··· INFORMATION SUPPLIED ···

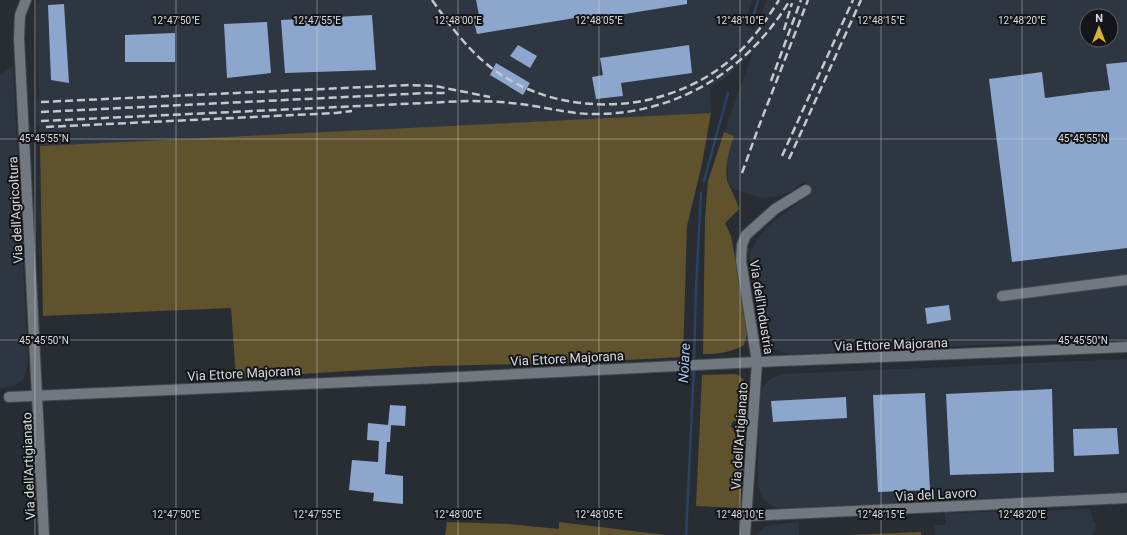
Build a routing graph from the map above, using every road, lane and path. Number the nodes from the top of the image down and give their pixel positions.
1 (26, 0) edge
2 (806, 190) dead end
3 (1127, 280) edge
4 (1002, 296) dead end
5 (1127, 348) edge
6 (757, 362) junction
7 (9, 396) dead end
8 (38, 396) junction
9 (1127, 498) edge
10 (747, 516) junction
11 (44, 535) edge
12 (745, 535) edge

1 - 8 street, Via dell'Agricoltura
2 - 6 street, Via dell'Industria
3 - 4 street
5 - 6 street, Via Ettore Majorana
6 - 8 street, Via Ettore Majorana
6 - 10 street, Via dell'Artigianato
7 - 8 street, Via Ettore Majorana
8 - 11 street, Via dell'Artigianato
9 - 10 street, Via del Lavoro
10 - 12 street, Via dell'Artigianato

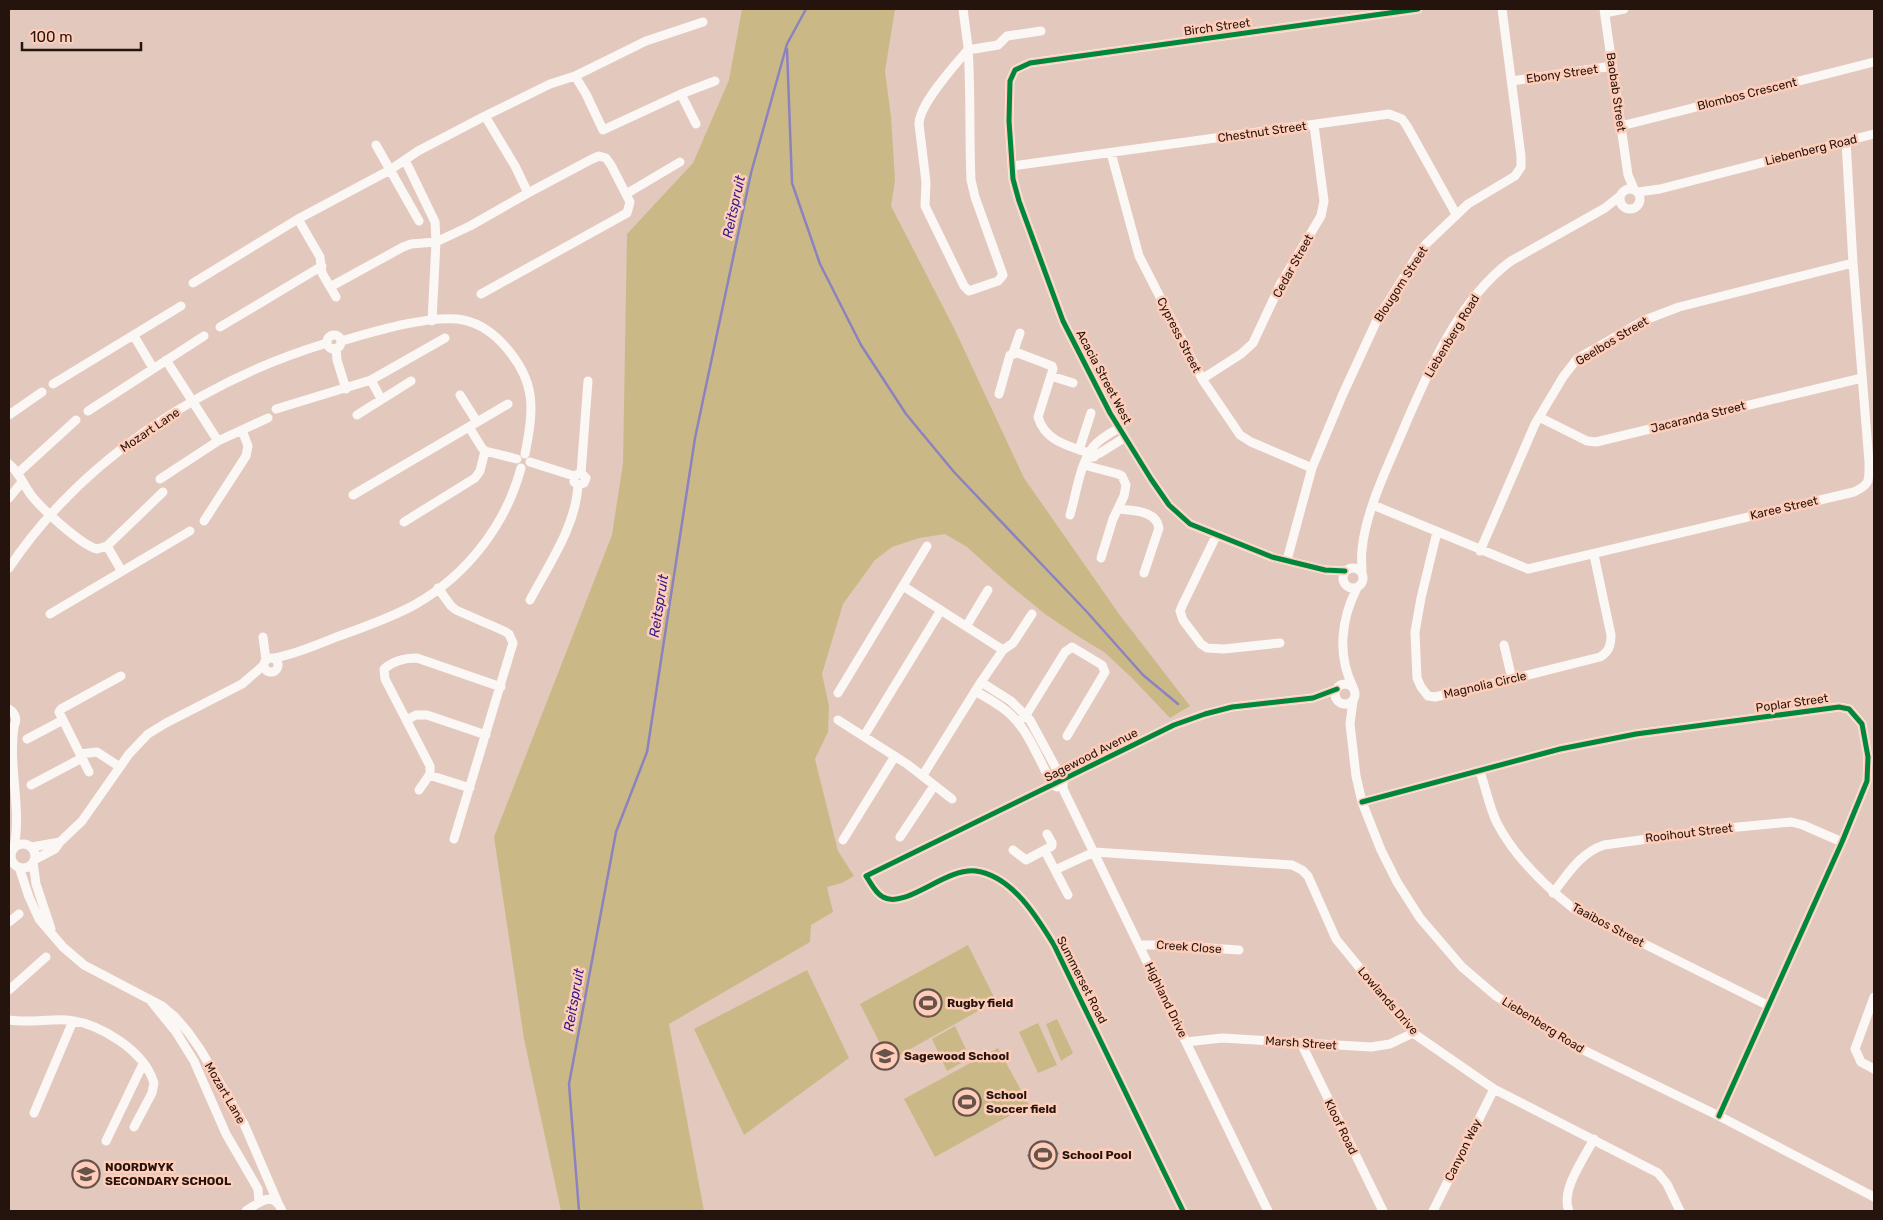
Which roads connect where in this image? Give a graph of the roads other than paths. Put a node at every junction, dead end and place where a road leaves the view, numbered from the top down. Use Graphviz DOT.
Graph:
graph roads {
  1 [pos="963,9"];
  2 [pos="1418,9"];
  3 [pos="1502,9"];
  4 [pos="1624,9"];
  5 [pos="1605,11"];
  6 [pos="703,22"];
  7 [pos="1041,31"];
  8 [pos="968,50"];
  9 [pos="1874,62"];
  10 [pos="1612,66"];
  11 [pos="1019,67"];
  12 [pos="575,76"];
  13 [pos="715,81"];
  14 [pos="1512,81"];
  15 [pos="681,94"];
  16 [pos="485,116"];
  17 [pos="696,124"];
  18 [pos="1314,124"];
  19 [pos="1620,126"];
  20 [pos="1874,134"];
  21 [pos="1846,141"];
  22 [pos="376,145"];
  23 [pos="1111,153"];
  24 [pos="405,160"];
  25 [pos="680,162"];
  26 [pos="1012,166"];
  27 [pos="390,170"];
  28 [pos="1628,175"];
  29 [pos="1660,189"];
  30 [pos="1636,190"];
  31 [pos="528,193"];
  32 [pos="1622,193"];
  33 [pos="626,194"];
  34 [pos="1640,204"];
  35 [pos="1624,207"];
  36 [pos="1605,208"];
  37 [pos="1456,214"];
  38 [pos="298,219"];
  39 [pos="419,221"];
  40 [pos="436,242"];
  41 [pos="1853,263"];
  42 [pos="322,266"];
  43 [pos="193,283"];
  44 [pos="330,287"];
  45 [pos="481,294"];
  46 [pos="336,297"];
  47 [pos="181,306"];
  48 [pos="432,321"];
  49 [pos="220,327"];
  50 [pos="1020,333"];
  51 [pos="134,336"];
  52 [pos="204,336"];
  53 [pos="445,338"];
  54 [pos="338,344"];
  55 [pos="1014,354"];
  56 [pos="166,360"];
  57 [pos="153,368"];
  58 [pos="1051,376"];
  59 [pos="1862,378"];
  60 [pos="1202,379"];
  61 [pos="372,380"];
  62 [pos="411,381"];
  63 [pos="588,381"];
  64 [pos="1073,383"];
  65 [pos="53,384"];
  66 [pos="346,388"];
  67 [pos="42,392"];
  68 [pos="460,394"];
  69 [pos="999,394"];
  70 [pos="381,399"];
  71 [pos="192,402"];
  72 [pos="508,404"];
  73 [pos="276,409"];
  74 [pos="88,411"];
  75 [pos="1091,413"];
  76 [pos="9,415"];
  77 [pos="357,415"];
  78 [pos="1540,417"];
  79 [pos="268,418"];
  80 [pos="76,420"];
  81 [pos="473,425"];
  82 [pos="1119,428"];
  83 [pos="242,430"];
  84 [pos="1109,434"];
  85 [pos="1124,438"];
  86 [pos="218,441"];
  87 [pos="1115,444"];
  88 [pos="1079,450"];
  89 [pos="485,451"];
  90 [pos="1088,458"];
  91 [pos="524,459"];
  92 [pos="9,464"];
  93 [pos="1312,468"];
  94 [pos="20,477"];
  95 [pos="578,478"];
  96 [pos="160,479"];
  97 [pos="163,492"];
  98 [pos="352,495"];
  99 [pos="9,498"];
  100 [pos="1373,505"];
  101 [pos="1119,509"];
  102 [pos="50,513"];
  103 [pos="1070,515"];
  104 [pos="204,521"];
  105 [pos="404,522"];
  106 [pos="190,531"];
  107 [pos="1437,532"];
  108 [pos="1216,536"];
  109 [pos="107,546"];
  110 [pos="927,546"];
  111 [pos="1362,550"];
  112 [pos="1480,551"];
  113 [pos="1594,555"];
  114 [pos="1101,558"];
  115 [pos="1287,560"];
  116 [pos="9,568"];
  117 [pos="121,570"];
  118 [pos="1325,570"];
  119 [pos="1346,570"];
  120 [pos="1144,572"];
  121 [pos="1362,573"];
  122 [pos="1344,583"];
  123 [pos="903,586"];
  124 [pos="438,588"];
  125 [pos="1357,588"];
  126 [pos="988,590"];
  127 [pos="530,600"];
  128 [pos="1348,604"];
  129 [pos="941,610"];
  130 [pos="50,614"];
  131 [pos="1032,614"];
  132 [pos="967,625"];
  133 [pos="264,641"];
  134 [pos="1280,643"];
  135 [pos="1504,645"];
  136 [pos="1003,650"];
  137 [pos="1344,664"];
  138 [pos="272,668"];
  139 [pos="122,676"];
  140 [pos="1512,680"];
  141 [pos="981,682"];
  142 [pos="501,686"];
  143 [pos="1338,687"];
  144 [pos="1353,687"];
  145 [pos="975,691"];
  146 [pos="838,693"];
  147 [pos="1313,698"];
  148 [pos="1353,701"];
  149 [pos="1340,704"];
  150 [pos="9,709"];
  151 [pos="1026,715"];
  152 [pos="63,720"];
  153 [pos="406,720"];
  154 [pos="838,720"];
  155 [pos="1018,722"];
  156 [pos="1350,724"];
  157 [pos="11,729"];
  158 [pos="486,735"];
  159 [pos="864,736"];
  160 [pos="1067,736"];
  161 [pos="27,739"];
  162 [pos="10,746"];
  163 [pos="81,756"];
  164 [pos="895,756"];
  165 [pos="120,767"];
  166 [pos="89,772"];
  167 [pos="1480,772"];
  168 [pos="430,775"];
  169 [pos="923,775"];
  170 [pos="32,785"];
  171 [pos="1053,785"];
  172 [pos="1063,785"];
  173 [pos="934,786"];
  174 [pos="470,788"];
  175 [pos="419,790"];
  176 [pos="952,799"];
  177 [pos="1362,802"];
  178 [pos="17,827"];
  179 [pos="1047,834"];
  180 [pos="900,837"];
  181 [pos="454,839"];
  182 [pos="843,840"];
  183 [pos="60,842"];
  184 [pos="1842,842"];
  185 [pos="30,846"];
  186 [pos="1013,850"];
  187 [pos="1045,850"];
  188 [pos="11,851"];
  189 [pos="1094,852"];
  190 [pos="33,861"];
  191 [pos="14,866"];
  192 [pos="1055,870"];
  193 [pos="866,876"];
  194 [pos="1554,893"];
  195 [pos="1068,895"];
  196 [pos="19,914"];
  197 [pos="9,922"];
  198 [pos="52,934"];
  199 [pos="1139,945"];
  200 [pos="1239,950"];
  201 [pos="46,958"];
  202 [pos="9,990"];
  203 [pos="1874,997"];
  204 [pos="150,1000"];
  205 [pos="1768,1005"];
  206 [pos="9,1020"];
  207 [pos="74,1021"];
  208 [pos="1412,1033"];
  209 [pos="1186,1042"];
  210 [pos="1301,1043"];
  211 [pos="143,1064"];
  212 [pos="1874,1069"];
  213 [pos="1494,1089"];
  214 [pos="34,1113"];
  215 [pos="1719,1116"];
  216 [pos="134,1127"];
  217 [pos="1594,1139"];
  218 [pos="106,1141"];
  219 [pos="1874,1197"];
  220 [pos="259,1202"];
  221 [pos="280,1207"];
  222 [pos="246,1211"];
  223 [pos="1183,1211"];
  224 [pos="1268,1211"];
  225 [pos="1382,1211"];
  226 [pos="1433,1211"];
  227 [pos="1569,1211"];
  228 [pos="1680,1211"];
  1 -- 8 [label="street"];
  2 -- 11 [label="street, Birch Street"];
  3 -- 14 [label="street, Blougom Street"];
  4 -- 5 [label="street"];
  5 -- 10 [label="street, Baobab Street"];
  6 -- 12 [label="street"];
  7 -- 8 [label="street"];
  8 -- 8 [label="street"];
  9 -- 19 [label="street, Blombos Crescent"];
  10 -- 14 [label="street, Ebony Street"];
  10 -- 19 [label="street, Baobab Street"];
  11 -- 26 [label="street, Acacia Street West"];
  12 -- 15 [label="street"];
  12 -- 16 [label="street"];
  13 -- 15 [label="street"];
  14 -- 37 [label="street, Blougom Street"];
  15 -- 17 [label="street"];
  16 -- 24 [label="street"];
  16 -- 31 [label="street"];
  18 -- 23 [label="street, Chestnut Street"];
  18 -- 37 [label="street, Chestnut Street"];
  18 -- 60 [label="street, Cedar Street"];
  19 -- 28 [label="street, Baobab Street"];
  20 -- 21 [label="street, Liebenberg Road"];
  21 -- 29 [label="street, Liebenberg Road"];
  21 -- 41 [label="street, Karee Street"];
  22 -- 27 [label="street"];
  23 -- 26 [label="street, Chestnut Street"];
  23 -- 60 [label="street, Cypress Street"];
  24 -- 27 [label="street"];
  24 -- 40 [label="street"];
  25 -- 33 [label="street"];
  26 -- 82 [label="street, Acacia Street West"];
  27 -- 38 [label="street"];
  27 -- 39 [label="street"];
  28 -- 30 [label="street, Baobab Street"];
  28 -- 32 [label="street, Baobab Street"];
  29 -- 30 [label="street, Liebenberg Road"];
  29 -- 34 [label="street, Liebenberg Road"];
  30 -- 32 [label="street"];
  30 -- 34 [label="street"];
  31 -- 33 [label="street"];
  31 -- 40 [label="street"];
  32 -- 35 [label="street"];
  32 -- 36 [label="street, Liebenberg Road"];
  33 -- 45 [label="street"];
  34 -- 35 [label="street"];
  35 -- 36 [label="street, Liebenberg Road"];
  36 -- 100 [label="street, Liebenberg Road"];
  37 -- 93 [label="street, Blougom Street"];
  38 -- 42 [label="street"];
  38 -- 43 [label="street"];
  40 -- 44 [label="street"];
  40 -- 48 [label="street"];
  41 -- 59 [label="street, Karee Street"];
  41 -- 78 [label="street, Geelbos Street"];
  42 -- 44 [label="street"];
  42 -- 49 [label="street"];
  44 -- 46 [label="street"];
  47 -- 51 [label="street"];
  48 -- 54 [label="street"];
  48 -- 91 [label="street"];
  50 -- 55 [label="street"];
  51 -- 57 [label="street"];
  51 -- 65 [label="street"];
  52 -- 56 [label="street"];
  53 -- 61 [label="street"];
  54 -- 66 [label="street"];
  54 -- 71 [label="street, Mozart Lane"];
  55 -- 58 [label="street"];
  55 -- 69 [label="street"];
  56 -- 57 [label="street"];
  56 -- 71 [label="street"];
  57 -- 74 [label="street"];
  58 -- 64 [label="street"];
  58 -- 88 [label="street"];
  59 -- 78 [label="street, Jacaranda Street"];
  59 -- 113 [label="street, Karee Street"];
  60 -- 93 [label="street, Cypress Street"];
  61 -- 66 [label="street"];
  61 -- 70 [label="street"];
  62 -- 70 [label="street"];
  63 -- 95 [label="street"];
  66 -- 73 [label="street"];
  67 -- 76 [label="street"];
  68 -- 81 [label="street"];
  70 -- 77 [label="street"];
  71 -- 86 [label="street"];
  71 -- 102 [label="street, Mozart Lane"];
  72 -- 81 [label="street"];
  75 -- 88 [label="street"];
  78 -- 112 [label="street, Geelbos Street"];
  79 -- 83 [label="street"];
  80 -- 94 [label="street"];
  81 -- 89 [label="street"];
  81 -- 98 [label="street"];
  82 -- 84 [label="street"];
  82 -- 85 [label="street, Acacia Street West"];
  83 -- 86 [label="street"];
  83 -- 104 [label="street"];
  84 -- 87 [label="street"];
  84 -- 90 [label="street"];
  85 -- 87 [label="street"];
  85 -- 108 [label="street, Acacia Street West"];
  86 -- 96 [label="street"];
  87 -- 90 [label="street"];
  88 -- 90 [label="street"];
  89 -- 91 [label="street"];
  89 -- 105 [label="street"];
  90 -- 101 [label="street"];
  90 -- 103 [label="street"];
  91 -- 95 [label="street"];
  91 -- 124 [label="street"];
  92 -- 94 [label="street"];
  93 -- 115 [label="street, Blougom Street"];
  94 -- 99 [label="street"];
  94 -- 102 [label="street"];
  95 -- 127 [label="street"];
  97 -- 109 [label="street"];
  100 -- 107 [label="street, Karee Street"];
  100 -- 111 [label="street, Liebenberg Road"];
  101 -- 114 [label="street"];
  101 -- 120 [label="street"];
  102 -- 109 [label="street"];
  102 -- 116 [label="street, Mozart Lane"];
  106 -- 117 [label="street"];
  107 -- 112 [label="street, Karee Street"];
  107 -- 140 [label="street, Magnolia Circle"];
  108 -- 115 [label="street, Acacia Street West"];
  108 -- 134 [label="street"];
  109 -- 117 [label="street"];
  110 -- 123 [label="street"];
  111 -- 119 [label="street, Liebenberg Road"];
  111 -- 121 [label="street, Liebenberg Road"];
  112 -- 113 [label="street, Karee Street"];
  113 -- 140 [label="street, Magnolia Circle"];
  115 -- 118 [label="street, Acacia Street West"];
  117 -- 130 [label="street"];
  118 -- 119 [label="street, Acacia Street West"];
  118 -- 122 [label="street, Acacia Street West"];
  119 -- 121 [label="street"];
  119 -- 122 [label="street"];
  121 -- 125 [label="street"];
  122 -- 125 [label="street"];
  122 -- 128 [label="street"];
  123 -- 129 [label="street"];
  123 -- 146 [label="street"];
  124 -- 138 [label="street"];
  124 -- 142 [label="street"];
  125 -- 128 [label="street"];
  126 -- 132 [label="street"];
  128 -- 137 [label="street"];
  129 -- 132 [label="street"];
  129 -- 159 [label="street"];
  131 -- 136 [label="street"];
  132 -- 136 [label="street"];
  133 -- 138 [label="street"];
  135 -- 140 [label="street"];
  136 -- 141 [label="street"];
  137 -- 143 [label="street"];
  137 -- 144 [label="street"];
  138 -- 165 [label="street"];
  139 -- 152 [label="street"];
  141 -- 145 [label="street"];
  141 -- 151 [label="street, Highland Drive"];
  142 -- 153 [label="street"];
  142 -- 158 [label="street"];
  143 -- 144 [label="street"];
  143 -- 147 [label="street, Sagewood Avenue"];
  143 -- 149 [label="street"];
  144 -- 148 [label="street"];
  145 -- 155 [label="street"];
  145 -- 169 [label="street"];
  147 -- 149 [label="street, Sagewood Avenue"];
  147 -- 172 [label="street, Sagewood Avenue"];
  148 -- 149 [label="street"];
  148 -- 156 [label="street, Liebenberg Road"];
  149 -- 156 [label="street, Liebenberg Road"];
  150 -- 157 [label="street"];
  151 -- 155 [label="street"];
  151 -- 160 [label="street"];
  151 -- 172 [label="street, Highland Drive"];
  152 -- 161 [label="street"];
  152 -- 163 [label="street"];
  153 -- 158 [label="street"];
  153 -- 168 [label="street"];
  154 -- 159 [label="street"];
  155 -- 171 [label="street"];
  156 -- 177 [label="street, Liebenberg Road"];
  157 -- 162 [label="street"];
  158 -- 174 [label="street"];
  159 -- 164 [label="street"];
  162 -- 178 [label="street"];
  163 -- 165 [label="street"];
  163 -- 166 [label="street"];
  163 -- 170 [label="street"];
  164 -- 169 [label="street"];
  164 -- 182 [label="street"];
  165 -- 183 [label="street"];
  167 -- 177 [label="street, Poplar Street"];
  167 -- 184 [label="street, Poplar Street"];
  167 -- 194 [label="street, Taaibos Street"];
  168 -- 174 [label="street"];
  168 -- 175 [label="street"];
  169 -- 173 [label="street"];
  171 -- 172 [label="street, Sagewood Avenue"];
  171 -- 193 [label="street, Sagewood Avenue"];
  172 -- 189 [label="street, Highland Drive"];
  173 -- 176 [label="street"];
  173 -- 180 [label="street"];
  174 -- 181 [label="street"];
  177 -- 215 [label="street, Liebenberg Road"];
  178 -- 185 [label="street"];
  178 -- 188 [label="street"];
  179 -- 187 [label="street"];
  183 -- 185 [label="street"];
  183 -- 190 [label="street"];
  184 -- 194 [label="street, Rooihout Street"];
  184 -- 205 [label="street, Poplar Street"];
  185 -- 188 [label="street"];
  185 -- 190 [label="street"];
  186 -- 187 [label="street"];
  187 -- 192 [label="street"];
  188 -- 191 [label="street"];
  189 -- 192 [label="street"];
  189 -- 199 [label="street, Highland Drive"];
  189 -- 208 [label="street, Lowlands Drive"];
  190 -- 191 [label="street"];
  190 -- 198 [label="street, Mozart Lane"];
  191 -- 198 [label="street, Mozart Lane"];
  192 -- 195 [label="street"];
  193 -- 223 [label="street, Summerset Road"];
  194 -- 205 [label="street, Taaibos Street"];
  196 -- 197 [label="street"];
  198 -- 204 [label="street, Mozart Lane"];
  199 -- 200 [label="street, Creek Close"];
  199 -- 209 [label="street, Highland Drive"];
  201 -- 202 [label="street"];
  203 -- 212 [label="street"];
  204 -- 220 [label="street, Mozart Lane"];
  204 -- 221 [label="street, Mozart Lane"];
  205 -- 215 [label="street, Poplar Street"];
  206 -- 207 [label="street"];
  207 -- 211 [label="street"];
  207 -- 214 [label="street"];
  208 -- 210 [label="street, Marsh Street"];
  208 -- 213 [label="street, Lowlands Drive"];
  209 -- 210 [label="street, Marsh Street"];
  209 -- 224 [label="street, Highland Drive"];
  210 -- 225 [label="street, Kloof Road"];
  211 -- 216 [label="street"];
  211 -- 218 [label="street"];
  213 -- 217 [label="street, Lowlands Drive"];
  213 -- 226 [label="street, Canyon Way"];
  215 -- 219 [label="street, Liebenberg Road"];
  217 -- 227 [label="street"];
  217 -- 228 [label="street, Lowlands Drive"];
  220 -- 221 [label="street"];
  220 -- 222 [label="street"];
}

···

- PROMPT -
The required output is every line from the beginning of the material above through the line with "Which roads connect", exact and without pictures.

- RESPONSE -
Build a routing graph from the map above, using every road, lane and path. Number the nodes from the top of the image down and give their pixel positions.
1 (26, 0) edge
2 (806, 190) dead end
3 (1127, 280) edge
4 (1002, 296) dead end
5 (1127, 348) edge
6 (757, 362) junction
7 (9, 396) dead end
8 (38, 396) junction
9 (1127, 498) edge
10 (747, 516) junction
11 (44, 535) edge
12 (745, 535) edge

1 - 8 street, Via dell'Agricoltura
2 - 6 street, Via dell'Industria
3 - 4 street
5 - 6 street, Via Ettore Majorana
6 - 8 street, Via Ettore Majorana
6 - 10 street, Via dell'Artigianato
7 - 8 street, Via Ettore Majorana
8 - 11 street, Via dell'Artigianato
9 - 10 street, Via del Lavoro
10 - 12 street, Via dell'Artigianato

Which roads connect where in this image? Give a graph of the roads other than paths. Put a node at every junction, dead end and place where a road leaves the view, numbered from the top down. Use Graphviz DOT.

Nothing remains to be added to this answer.